I need to get an array with all the characters from a word, but the word has letters with special encoding like á, when I execute the follow code:

$word = 'withá';

$word_arr = array();
for ($i=0;$i<strlen($word);$i++) {
    $word_arr[] = $word[$i];
}

or

$word_arr = str_split($word);

I get:

array(6) { [0]=> string(1) "w" [1]=> string(1) "i" [2]=> string(1) "t" [3]=> string(1) "h" [4]=> string(1) "Ã" [5]=> string(1) "¡" }

How can I do to obtain each character as follow?

array(5) { [0]=> string(1) "w" [1]=> string(1) "i" [2]=> string(1) "t" [3]=> string(1) "h" [4]=> string(1) "á" }

randominstanceOfLivingThing
  • 16,873
  • 13
  • 49
  • 72
leticia
  • 2,390
  • 5
  • 30
  • 41

4 Answers4

3

Because it is a UTF-8 string, just do

$word = 'withá';
$word = utf8_decode($word);
$word_arr = array();
for ($i=0;$i<strlen($word);$i++) {
    $word_arr[] = $word[$i];
}

The reason for this is that, even though it looks right in your script, the interpreter converts it into a multibyte character (why mb_split() works as well).

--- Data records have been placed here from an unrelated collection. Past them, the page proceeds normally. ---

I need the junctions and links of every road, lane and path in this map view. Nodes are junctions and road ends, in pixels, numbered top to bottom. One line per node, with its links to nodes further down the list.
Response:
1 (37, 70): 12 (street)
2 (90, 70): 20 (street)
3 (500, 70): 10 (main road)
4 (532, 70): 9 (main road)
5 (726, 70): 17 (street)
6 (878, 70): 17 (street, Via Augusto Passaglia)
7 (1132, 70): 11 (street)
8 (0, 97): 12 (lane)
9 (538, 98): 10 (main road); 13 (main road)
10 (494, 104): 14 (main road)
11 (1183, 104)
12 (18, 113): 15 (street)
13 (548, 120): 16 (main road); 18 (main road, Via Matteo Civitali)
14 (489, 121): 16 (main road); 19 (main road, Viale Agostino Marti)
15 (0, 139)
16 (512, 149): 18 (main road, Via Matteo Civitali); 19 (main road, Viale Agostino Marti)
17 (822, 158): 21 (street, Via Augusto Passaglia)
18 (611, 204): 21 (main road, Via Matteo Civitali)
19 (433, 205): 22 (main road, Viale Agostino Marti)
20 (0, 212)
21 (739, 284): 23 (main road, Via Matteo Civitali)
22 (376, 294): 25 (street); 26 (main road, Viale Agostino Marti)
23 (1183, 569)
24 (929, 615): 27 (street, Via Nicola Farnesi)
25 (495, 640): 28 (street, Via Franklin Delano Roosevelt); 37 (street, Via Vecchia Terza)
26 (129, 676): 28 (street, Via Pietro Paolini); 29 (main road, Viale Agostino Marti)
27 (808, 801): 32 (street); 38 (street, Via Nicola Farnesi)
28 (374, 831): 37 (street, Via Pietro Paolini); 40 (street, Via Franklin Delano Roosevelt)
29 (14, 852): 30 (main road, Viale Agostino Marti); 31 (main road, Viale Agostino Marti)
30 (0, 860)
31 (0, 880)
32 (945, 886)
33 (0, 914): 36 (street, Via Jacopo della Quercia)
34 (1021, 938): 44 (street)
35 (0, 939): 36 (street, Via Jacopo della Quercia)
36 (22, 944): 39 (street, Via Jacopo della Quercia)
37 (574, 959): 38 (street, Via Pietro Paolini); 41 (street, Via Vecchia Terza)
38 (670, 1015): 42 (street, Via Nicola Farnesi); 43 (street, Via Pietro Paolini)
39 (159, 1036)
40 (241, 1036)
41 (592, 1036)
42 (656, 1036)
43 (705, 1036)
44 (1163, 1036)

To convert it to proper UTF-8 format, you can use the mb functions or just specify utf8_decode().

Tim Withers
  • 12,072
  • 5
  • 43
  • 67
2

I think mb_split will do it for you: http://www.php.net/manual/en/function.mb-split.php

If you're using special encodings, you probably want to read up on how PHP handles multibyte encoding in general...

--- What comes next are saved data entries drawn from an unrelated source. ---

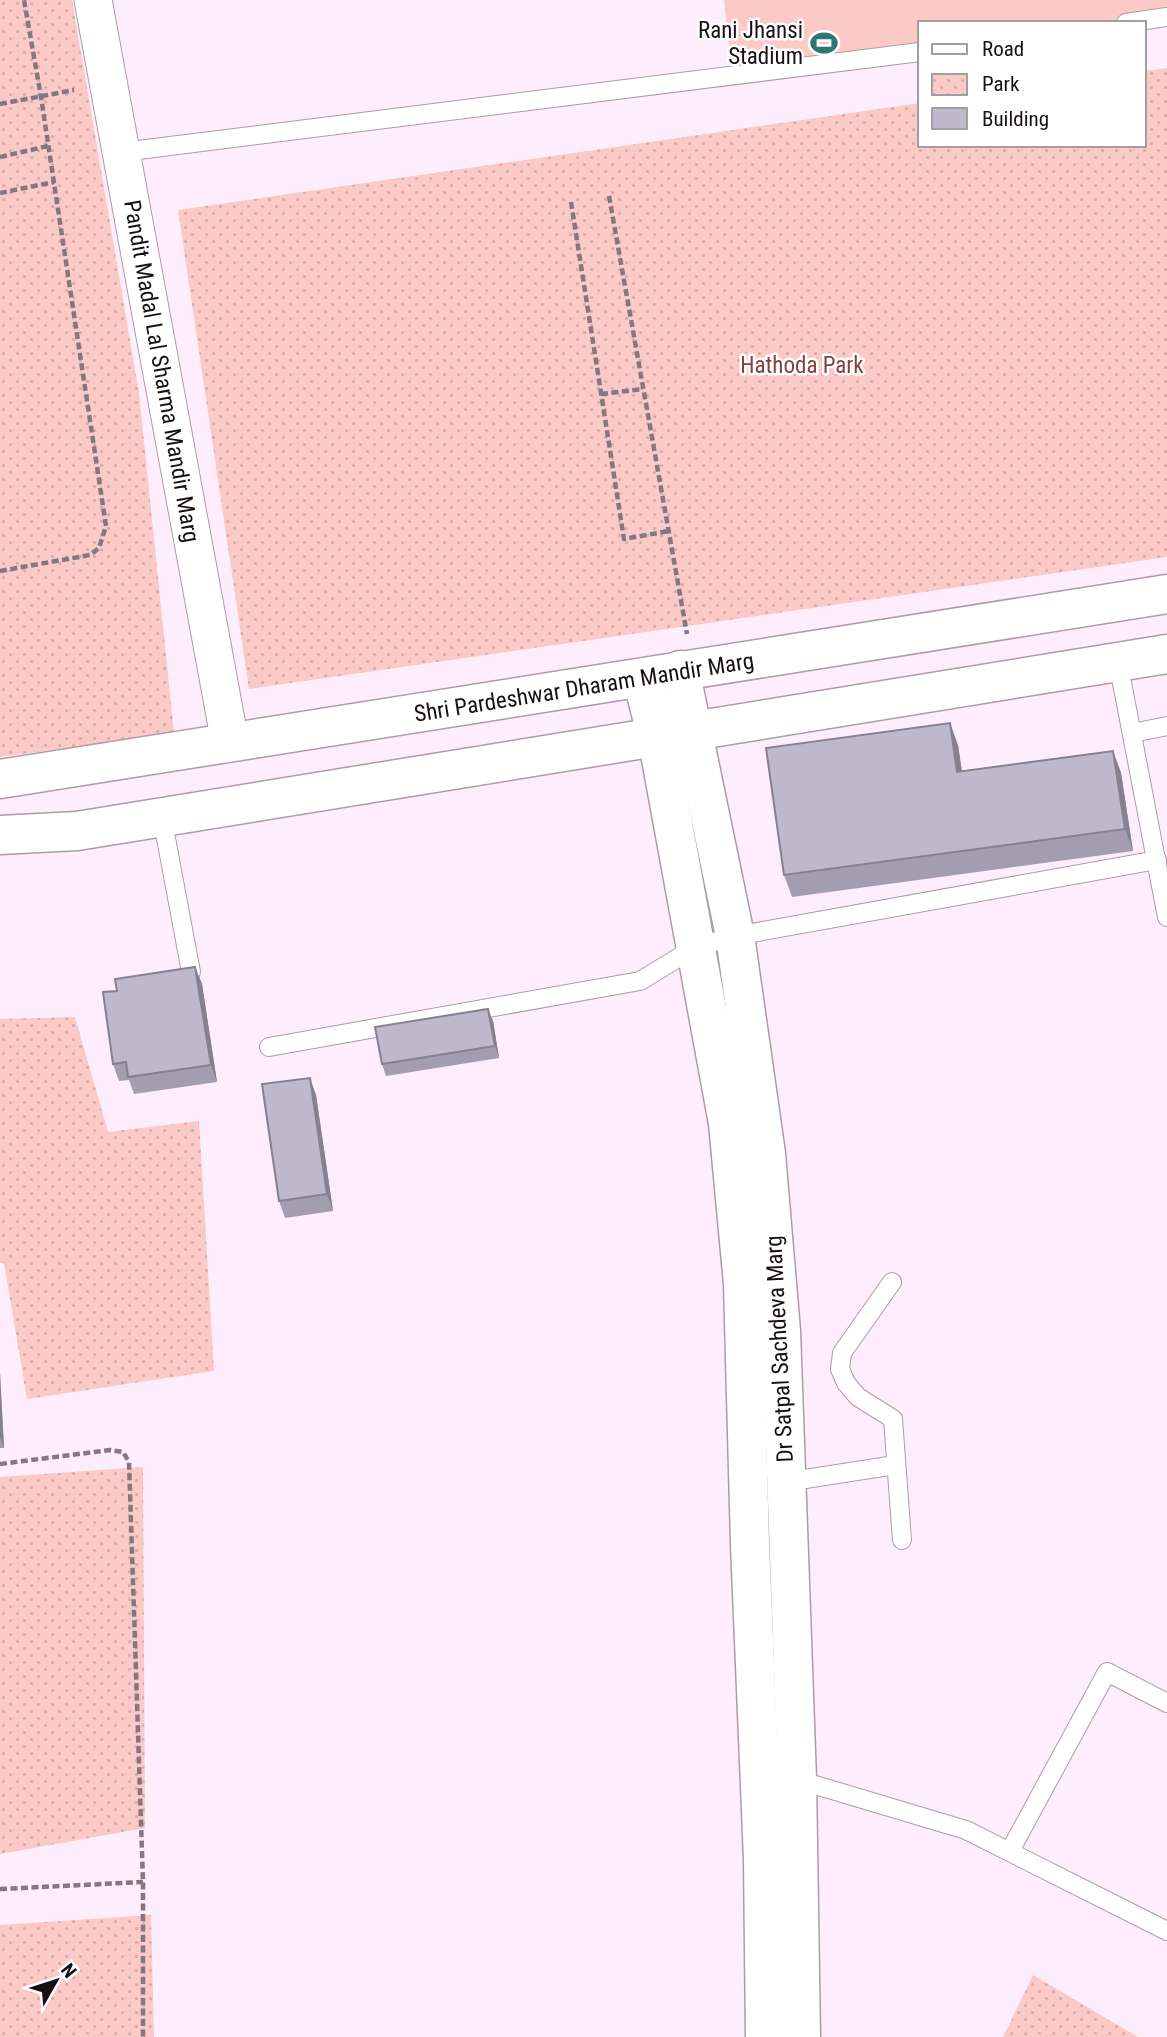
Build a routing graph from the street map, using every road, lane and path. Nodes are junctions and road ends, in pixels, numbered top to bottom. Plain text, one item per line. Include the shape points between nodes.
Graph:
1 (24, 0) edge
2 (93, 0) edge
3 (1167, 17) edge
4 (1140, 21) edge
5 (918, 52) edge
6 (41, 97) junction
7 (0, 104) edge
8 (48, 146) junction
9 (122, 152) junction
10 (0, 157) edge
11 (54, 182) junction
12 (0, 193) edge
13 (609, 196) dead end
14 (571, 202) dead end
15 (643, 389) junction
16 (601, 394) junction
17 (668, 531) junction
18 (0, 571) edge
19 (1167, 594) edge
20 (1167, 654) edge
21 (1118, 662) junction
22 (687, 669) junction
23 (642, 678) junction
24 (1167, 726) edge
25 (694, 730) junction
26 (1132, 733) junction
27 (657, 737) junction
28 (230, 743) junction
29 (0, 779) edge
30 (162, 817) junction
31 (0, 835) edge
32 (1157, 860) junction
33 (1167, 917) edge
34 (735, 936) junction
35 (696, 947) junction
36 (191, 972) edge
37 (269, 1047) dead end
38 (892, 1283) dead end
39 (0, 1464) edge
40 (895, 1465) junction
41 (786, 1482) junction
42 (902, 1540) dead end
43 (1167, 1703) edge
44 (779, 1779) junction
45 (1010, 1852) junction
46 (143, 1882) junction
47 (0, 1889) edge
48 (1167, 1931) edge
49 (143, 2037) edge
50 (765, 2037) edge
51 (801, 2037) edge

1 - 6 path
2 - 9 street, Pandit Madal Lal Sharma Mandir Marg
3 - 4 lane
5 - 9 lane
6 - 7 path
6 - 8 path
8 - 10 path
8 - 11 path
9 - 28 street, Pandit Madal Lal Sharma Mandir Marg
11 - 12 path
11 - 18 path via 106,526 104,539 90,555
13 - 15 path
14 - 16 path
15 - 16 path
15 - 17 path
16 - 17 path via 624,539
17 - 22 path
19 - 22 street, Shri Pardeshwar Dharam Mandir Marg
20 - 21 street
21 - 25 street
21 - 26 lane
22 - 23 street, Shri Pardeshwar Dharam Mandir Marg
22 - 25 street, Dr Satpal Sachdeva Marg
23 - 27 street
23 - 28 street, Shri Pardeshwar Dharam Mandir Marg
24 - 26 lane
25 - 27 street
25 - 34 street, Dr Satpal Sachdeva Marg
26 - 32 lane
27 - 30 street
27 - 35 street
28 - 29 street, Shri Pardeshwar Dharam Mandir Marg
30 - 31 street via 77,831
30 - 36 lane
32 - 33 lane
32 - 34 lane
34 - 35 lane
34 - 41 street, Dr Satpal Sachdeva Marg via 766,1154 781,1331
35 - 37 lane via 640,981
35 - 44 street via 727,1123 743,1284 750,1545
38 - 40 lane via 842,1353 840,1369 858,1397 892,1419
39 - 46 path via 110,1450 123,1452 129,1462
40 - 41 lane
40 - 42 lane
41 - 44 street, Dr Satpal Sachdeva Marg
43 - 45 lane via 1107,1672
44 - 45 lane via 966,1830
44 - 50 street
44 - 51 street, Dr Satpal Sachdeva Marg
45 - 48 lane
46 - 47 path
46 - 49 path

EDIT: Nope, can't figure out how to make mb_split do it myself, but looking around SO got some other questions that were answered with preg_split. I tested this and it seems to do exactly what you want:

preg_split('//',$word,-1,PREG_SPLIT_NO_EMPTY);

I'd still strongly suggest you read up on multibyte characters in PHP though. It's kind of a mess, IMHO.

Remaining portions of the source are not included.